Rethinking Panoramio

5 thoughts on “Rethinking Panoramio”

  1. Downloading an image from any photo sharing site is an easy and doable task. Despite we are working in Panoramio to add some more level of protection (stay tunned for that) we understand your concern.

    It is true that there are users that downscale their images for this reason and this results in a worst experience for the users that enjoy viewing those nice photos in Google Earth. It is for this reason that we are working to improve this bit of Panoramio.

    On the other side, we can delete your account and all your photos in bulk if you send us an email at This is explained in the Help Center but I am pointing it out here in case you missed it. This will not affect your Google Account as the deletion of Panoramio account will only delete this service.

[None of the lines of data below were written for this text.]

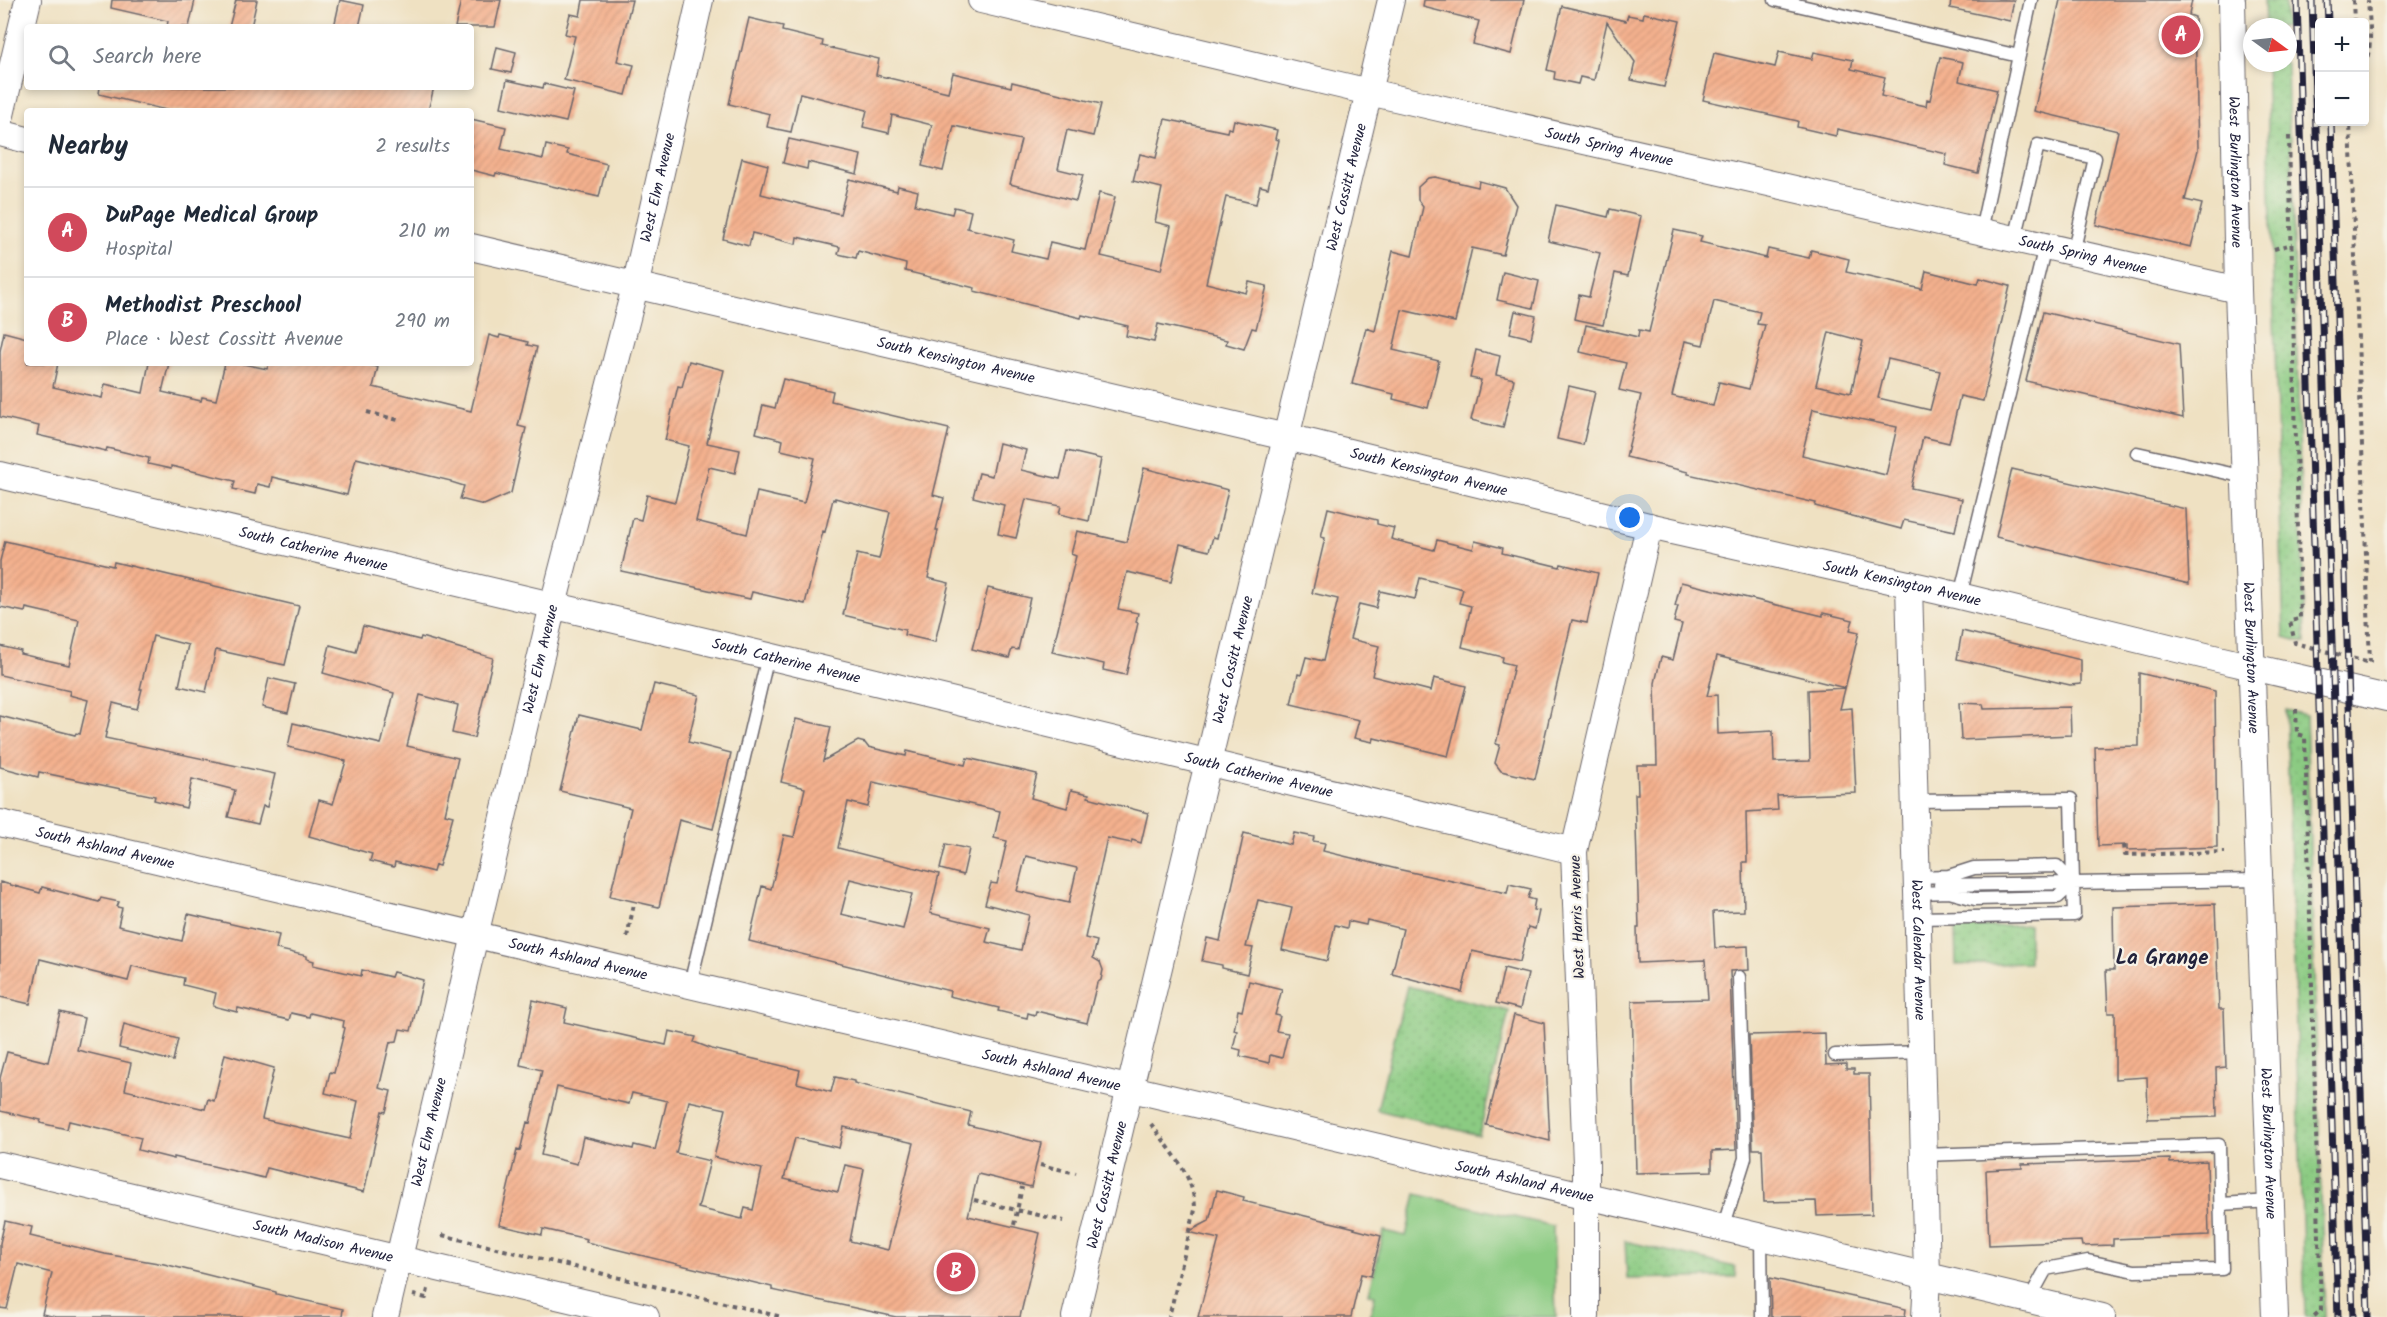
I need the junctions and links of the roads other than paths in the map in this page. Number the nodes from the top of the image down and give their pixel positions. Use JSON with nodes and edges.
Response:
{"nodes":[{"id":1,"x":28,"y":0,"type":"edge"},
{"id":2,"x":700,"y":0,"type":"edge"},
{"id":3,"x":981,"y":0,"type":"edge"},
{"id":4,"x":1391,"y":0,"type":"edge"},
{"id":5,"x":1775,"y":0,"type":"edge"},
{"id":6,"x":2031,"y":0,"type":"edge"},
{"id":7,"x":2232,"y":0,"type":"edge"},
{"id":8,"x":2019,"y":56,"type":"junction"},
{"id":9,"x":1369,"y":92,"type":"junction"},
{"id":10,"x":0,"y":118,"type":"edge"},
{"id":11,"x":0,"y":133,"type":"edge"},
{"id":12,"x":24,"y":139,"type":"edge"},
{"id":13,"x":1981,"y":231,"type":"junction"},
{"id":14,"x":2015,"y":239,"type":"junction"},
{"id":15,"x":2045,"y":246,"type":"junction"},
{"id":16,"x":474,"y":249,"type":"edge"},
{"id":17,"x":2073,"y":253,"type":"junction"},
{"id":18,"x":635,"y":287,"type":"junction"},
{"id":19,"x":2238,"y":291,"type":"junction"},
{"id":20,"x":1286,"y":437,"type":"junction"},
{"id":21,"x":2137,"y":453,"type":"dead end"},
{"id":22,"x":0,"y":475,"type":"edge"},
{"id":23,"x":2245,"y":477,"type":"junction"},
{"id":24,"x":1649,"y":526,"type":"junction"},
{"id":25,"x":1908,"y":584,"type":"junction"},
{"id":26,"x":1960,"y":596,"type":"junction"},
{"id":27,"x":553,"y":605,"type":"junction"},
{"id":28,"x":768,"y":656,"type":"junction"},
{"id":29,"x":2253,"y":668,"type":"junction"},
{"id":30,"x":2387,"y":698,"type":"edge"},
{"id":31,"x":1209,"y":761,"type":"junction"},
{"id":32,"x":1914,"y":801,"type":"junction"},
{"id":33,"x":0,"y":823,"type":"edge"},
{"id":34,"x":1574,"y":851,"type":"junction"},
{"id":35,"x":2260,"y":880,"type":"junction"},
{"id":36,"x":2073,"y":883,"type":"junction"},
{"id":37,"x":1917,"y":885,"type":"junction"},
{"id":38,"x":1917,"y":918,"type":"junction"},
{"id":39,"x":477,"y":935,"type":"junction"},
{"id":40,"x":1739,"y":977,"type":"dead end"},
{"id":41,"x":690,"y":985,"type":"junction"},
{"id":42,"x":1921,"y":1052,"type":"junction"},
{"id":43,"x":1835,"y":1055,"type":"dead end"},
{"id":44,"x":1130,"y":1089,"type":"junction"},
{"id":45,"x":1923,"y":1155,"type":"junction"},
{"id":46,"x":0,"y":1165,"type":"edge"},
{"id":47,"x":1586,"y":1196,"type":"junction"},
{"id":48,"x":2272,"y":1201,"type":"junction"},
{"id":49,"x":2221,"y":1204,"type":"junction"},
{"id":50,"x":1723,"y":1228,"type":"junction"},
{"id":51,"x":1761,"y":1237,"type":"junction"},
{"id":52,"x":399,"y":1259,"type":"junction"},
{"id":53,"x":1927,"y":1276,"type":"junction"},
{"id":54,"x":2029,"y":1300,"type":"junction"},
{"id":55,"x":385,"y":1317,"type":"edge"},
{"id":56,"x":646,"y":1317,"type":"edge"},
{"id":57,"x":1075,"y":1317,"type":"edge"},
{"id":58,"x":1586,"y":1317,"type":"edge"},
{"id":59,"x":1762,"y":1317,"type":"edge"},
{"id":60,"x":1925,"y":1317,"type":"edge"},
{"id":61,"x":2102,"y":1317,"type":"edge"},
{"id":62,"x":2276,"y":1317,"type":"edge"}],
"edges":[{"from":1,"to":10,"type":"street"},
{"from":2,"to":18,"type":"street","name":"West Elm Avenue"},
{"from":3,"to":9,"type":"street","name":"South Spring Avenue"},
{"from":4,"to":9,"type":"street","name":"West Cossitt Avenue"},
{"from":5,"to":8,"type":"lane"},
{"from":6,"to":8,"type":"lane"},
{"from":7,"to":19,"type":"street","name":"West Burlington Avenue"},
{"from":8,"to":13,"type":"lane"},
{"from":9,"to":13,"type":"street","name":"South Spring Avenue"},
{"from":9,"to":20,"type":"street","name":"West Cossitt Avenue"},
{"from":11,"to":12,"type":"street"},
{"from":13,"to":14,"type":"street","name":"South Spring Avenue"},
{"from":14,"to":15,"type":"street","name":"South Spring Avenue"},
{"from":14,"to":17,"type":"lane"},
{"from":15,"to":17,"type":"street","name":"South Spring Avenue"},
{"from":15,"to":26,"type":"lane"},
{"from":16,"to":18,"type":"street","name":"South Kensington Avenue"},
{"from":17,"to":19,"type":"street","name":"South Spring Avenue"},
{"from":18,"to":20,"type":"street","name":"South Kensington Avenue"},
{"from":18,"to":27,"type":"street","name":"West Elm Avenue"},
{"from":19,"to":23,"type":"street","name":"West Burlington Avenue"},
{"from":20,"to":24,"type":"street","name":"South Kensington Avenue"},
{"from":20,"to":31,"type":"street","name":"West Cossitt Avenue"},
{"from":21,"to":23,"type":"lane"},
{"from":22,"to":27,"type":"street","name":"South Catherine Avenue"},
{"from":23,"to":29,"type":"street","name":"West Burlington Avenue"},
{"from":24,"to":25,"type":"street","name":"South Kensington Avenue"},
{"from":24,"to":34,"type":"street","name":"West Harris Avenue"},
{"from":25,"to":26,"type":"street","name":"South Kensington Avenue"},
{"from":25,"to":32,"type":"street","name":"West Calendar Avenue"},
{"from":26,"to":29,"type":"street","name":"South Kensington Avenue"},
{"from":27,"to":28,"type":"street","name":"South Catherine Avenue"},
{"from":27,"to":39,"type":"street","name":"West Elm Avenue"},
{"from":28,"to":31,"type":"street","name":"South Catherine Avenue"},
{"from":28,"to":41,"type":"lane"},
{"from":29,"to":30,"type":"street","name":"South Kensington Avenue"},
{"from":29,"to":35,"type":"street","name":"West Burlington Avenue"},
{"from":31,"to":34,"type":"street","name":"South Catherine Avenue"},
{"from":31,"to":44,"type":"street","name":"West Cossitt Avenue"},
{"from":32,"to":36,"type":"lane"},
{"from":32,"to":37,"type":"street","name":"West Calendar Avenue"},
{"from":33,"to":39,"type":"street","name":"South Ashland Avenue"},
{"from":34,"to":47,"type":"street","name":"West Harris Avenue"},
{"from":35,"to":36,"type":"lane"},
{"from":35,"to":48,"type":"street","name":"West Burlington Avenue"},
{"from":36,"to":37,"type":"lane"},
{"from":36,"to":37,"type":"lane"},
{"from":36,"to":38,"type":"lane"},
{"from":37,"to":38,"type":"street","name":"West Calendar Avenue"},
{"from":38,"to":42,"type":"street","name":"West Calendar Avenue"},
{"from":39,"to":41,"type":"street","name":"South Ashland Avenue"},
{"from":39,"to":52,"type":"street","name":"West Elm Avenue"},
{"from":40,"to":50,"type":"lane"},
{"from":41,"to":44,"type":"street","name":"South Ashland Avenue"},
{"from":42,"to":43,"type":"lane"},
{"from":42,"to":45,"type":"street","name":"West Calendar Avenue"},
{"from":44,"to":47,"type":"street","name":"South Ashland Avenue"},
{"from":44,"to":57,"type":"street","name":"West Cossitt Avenue"},
{"from":45,"to":49,"type":"lane"},
{"from":45,"to":53,"type":"street","name":"West Calendar Avenue"},
{"from":46,"to":52,"type":"street","name":"South Madison Avenue"},
{"from":47,"to":50,"type":"street","name":"South Ashland Avenue"},
{"from":47,"to":58,"type":"street","name":"West Harris Avenue"},
{"from":48,"to":49,"type":"lane"},
{"from":48,"to":62,"type":"street","name":"West Burlington Avenue"},
{"from":49,"to":54,"type":"lane"},
{"from":50,"to":51,"type":"street","name":"South Ashland Avenue"},
{"from":51,"to":53,"type":"street","name":"South Ashland Avenue"},
{"from":51,"to":59,"type":"lane"},
{"from":52,"to":55,"type":"street","name":"West Elm Avenue"},
{"from":52,"to":56,"type":"street","name":"South Madison Avenue"},
{"from":53,"to":54,"type":"street","name":"South Ashland Avenue"},
{"from":53,"to":60,"type":"street","name":"West Calendar Avenue"},
{"from":54,"to":61,"type":"street","name":"South Ashland Avenue"}]}
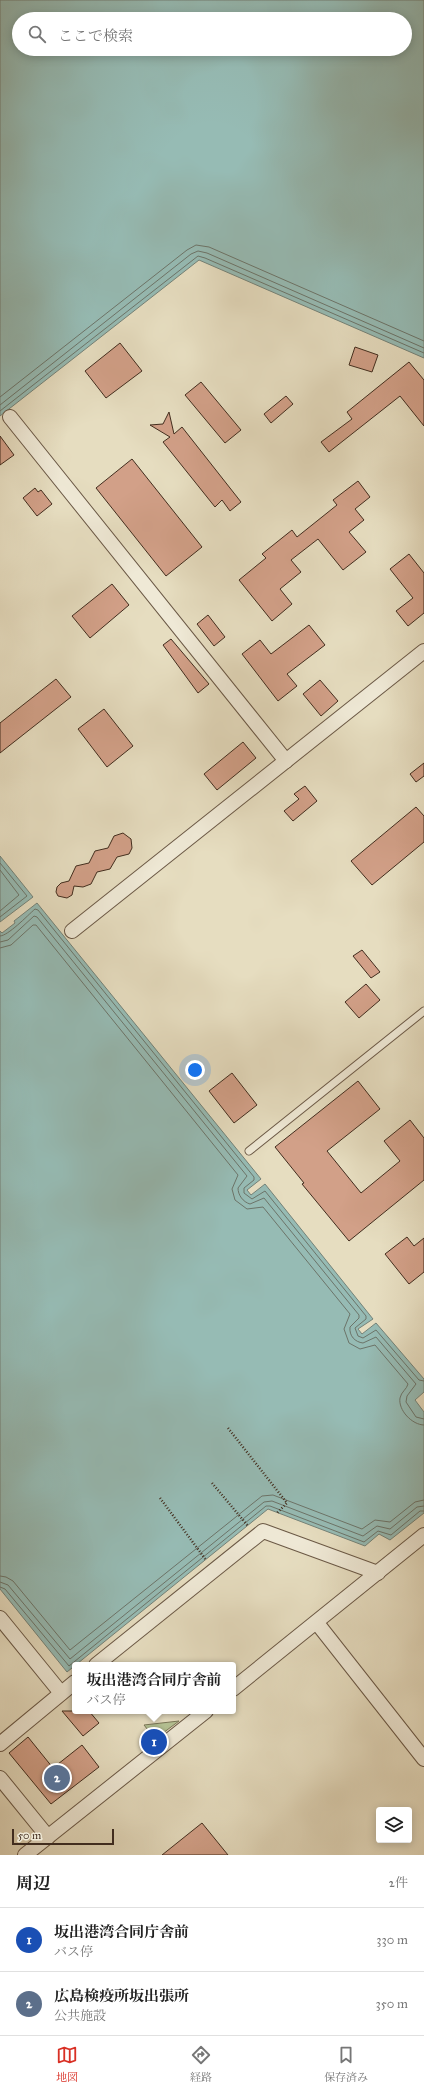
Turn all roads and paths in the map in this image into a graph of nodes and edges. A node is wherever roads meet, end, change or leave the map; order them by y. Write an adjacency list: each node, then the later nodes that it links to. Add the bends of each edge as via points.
1 (10, 417): 3 (street)
2 (424, 651): 3 (street)
3 (286, 761): 4 (street)
4 (72, 931)
5 (424, 1011): 6 (lane)
6 (249, 1151)
7 (228, 1428): 10 (path, via 287,1504)
8 (212, 1483): 11 (path)
9 (160, 1498): 13 (path)
10 (277, 1513)
11 (248, 1526)
12 (424, 1535): 14 (street)
13 (206, 1560)
14 (378, 1573): 16 (street); 17 (street, via 263,1531)
15 (0, 1618): 20 (street)
16 (316, 1623): 19 (street); 23 (street)
17 (100, 1662)
18 (72, 1685): 20 (street)
19 (236, 1687)
20 (61, 1694): 22 (street)
21 (202, 1714): 25 (street)
22 (0, 1744)
23 (424, 1758)
24 (0, 1778): 25 (street)
25 (48, 1837): 26 (street)
26 (25, 1855)

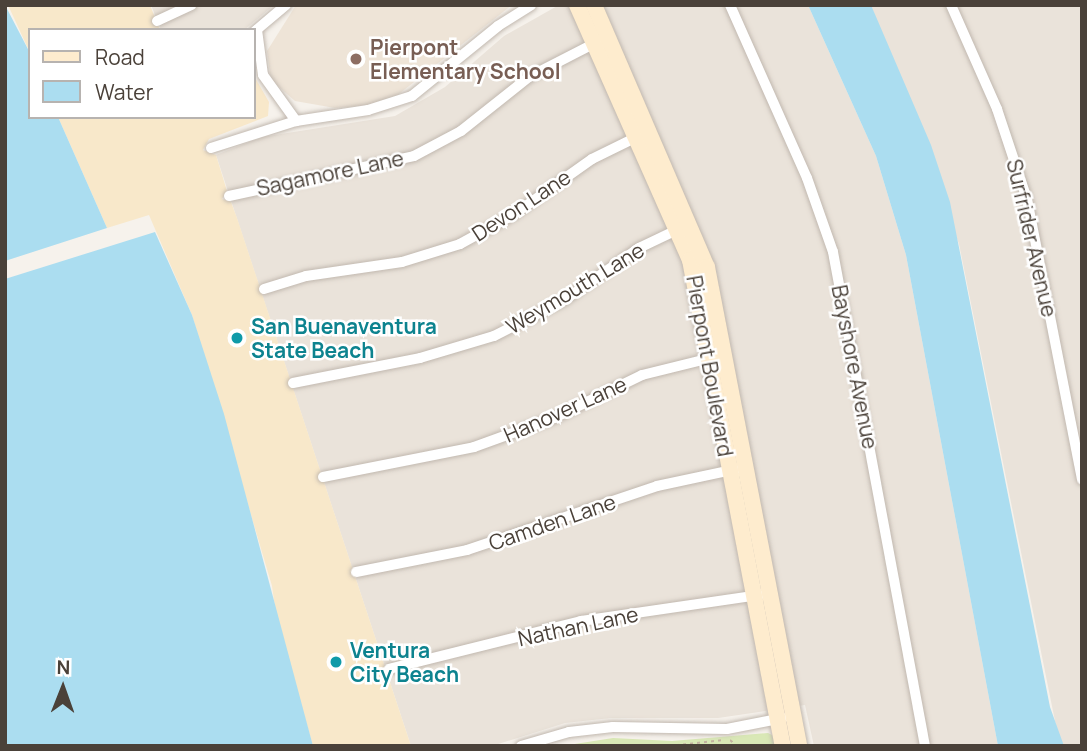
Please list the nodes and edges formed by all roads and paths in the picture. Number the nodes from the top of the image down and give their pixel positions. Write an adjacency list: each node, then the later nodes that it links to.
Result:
1 (191, 5): 8 (street)
2 (286, 5): 9 (street)
3 (531, 5): 11 (street)
4 (577, 5): 10 (street, Pierpont Boulevard)
5 (594, 5): 10 (street, Pierpont Boulevard)
6 (730, 5): 28 (street, Bayshore Avenue)
7 (951, 5): 22 (street, Surfrider Avenue)
8 (157, 21)
9 (256, 31): 11 (street)
10 (601, 40): 12 (street, Pierpont Boulevard); 14 (street, Sagamore Lane)
11 (296, 121): 13 (street)
12 (643, 134): 15 (street, Pierpont Boulevard); 16 (street, Devon Lane)
13 (211, 148)
14 (229, 196)
15 (684, 227): 17 (street, Pierpont Boulevard); 18 (street, Weymouth Lane)
16 (264, 289)
17 (718, 356): 19 (street, Pierpont Boulevard); 20 (street, Pierpont Boulevard); 21 (street, Hanover Lane)
18 (293, 383)
19 (746, 467): 20 (street, Camden Lane); 24 (street, Pierpont Boulevard)
20 (729, 470): 23 (street, Camden Lane); 25 (street, Pierpont Boulevard)
21 (323, 477)
22 (1082, 480)
23 (356, 572)
24 (769, 594): 25 (street, Nathan Lane); 27 (street, Pierpont Boulevard)
25 (753, 596): 26 (street, Nathan Lane); 27 (street, Pierpont Boulevard)
26 (389, 669)
27 (785, 718): 29 (street); 32 (street, Pierpont Boulevard); 33 (street, Pierpont Boulevard)
28 (922, 745)
29 (521, 746)
30 (669, 746): 31 (path)
31 (737, 746)
32 (783, 746)
33 (799, 746)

    1. Gerard – I do appreciate your feedback. I know that there are ways around security, but I would hope there would be SOME consideration for protecting the images from theft. I sincerely wish you luck as you are working on these features, and will be following to see how these go.

      As for the account deletion, I haven’t given up on Panoramio entirely. I may decide to contribute some lower-resolution images in the future. I don’t really see how this can diminish the end user experience if the main purpose is to share photos on a map, in which case bandwidth is a concern, especially with Google Earth. Regardless, a bulk edit/delete feature would be nice.

  2. Use Smug Mug instead. It is way better for controlling, organizing, and even making money with your photos. Panoramio wants your best photos to make money off you! That is why they make it so hard to delete your photos. NO batch delete! Think about it.

    Plus SmugMug’s feed controls are way better. And so is their help.

    I need to do the same thing, which is delete ALL my photos off Panoramio. I will be using Apple’s FREE ICloud when it comes out and maybe put a few on Smug Mug.

  3. I am not a professional photographer, but I understand the desire not to have people use your works without permission and attribution. Unfortunately, the nature of digital photos means they can easily be copied and manipulated. And although sites like Flickr may put some barriers in place to prevent the most casual copying, this is no guarantee that the original image will never be copied, especially if you have provided the original to the site where it can be accessed by an insider at the very least.

    IMHO the only way to prevent copying is to only place online a lower resolution / quality version which has been visibly watermarked and only provide full resolution versions which have been invisibly watermarked.

    I also have to question using Flickr as an offsite backup. While it may work as such, that is not Flickr’s core business. And thus I wouldn’t assume that Flickr would preserve and protect your originals the way you may wish.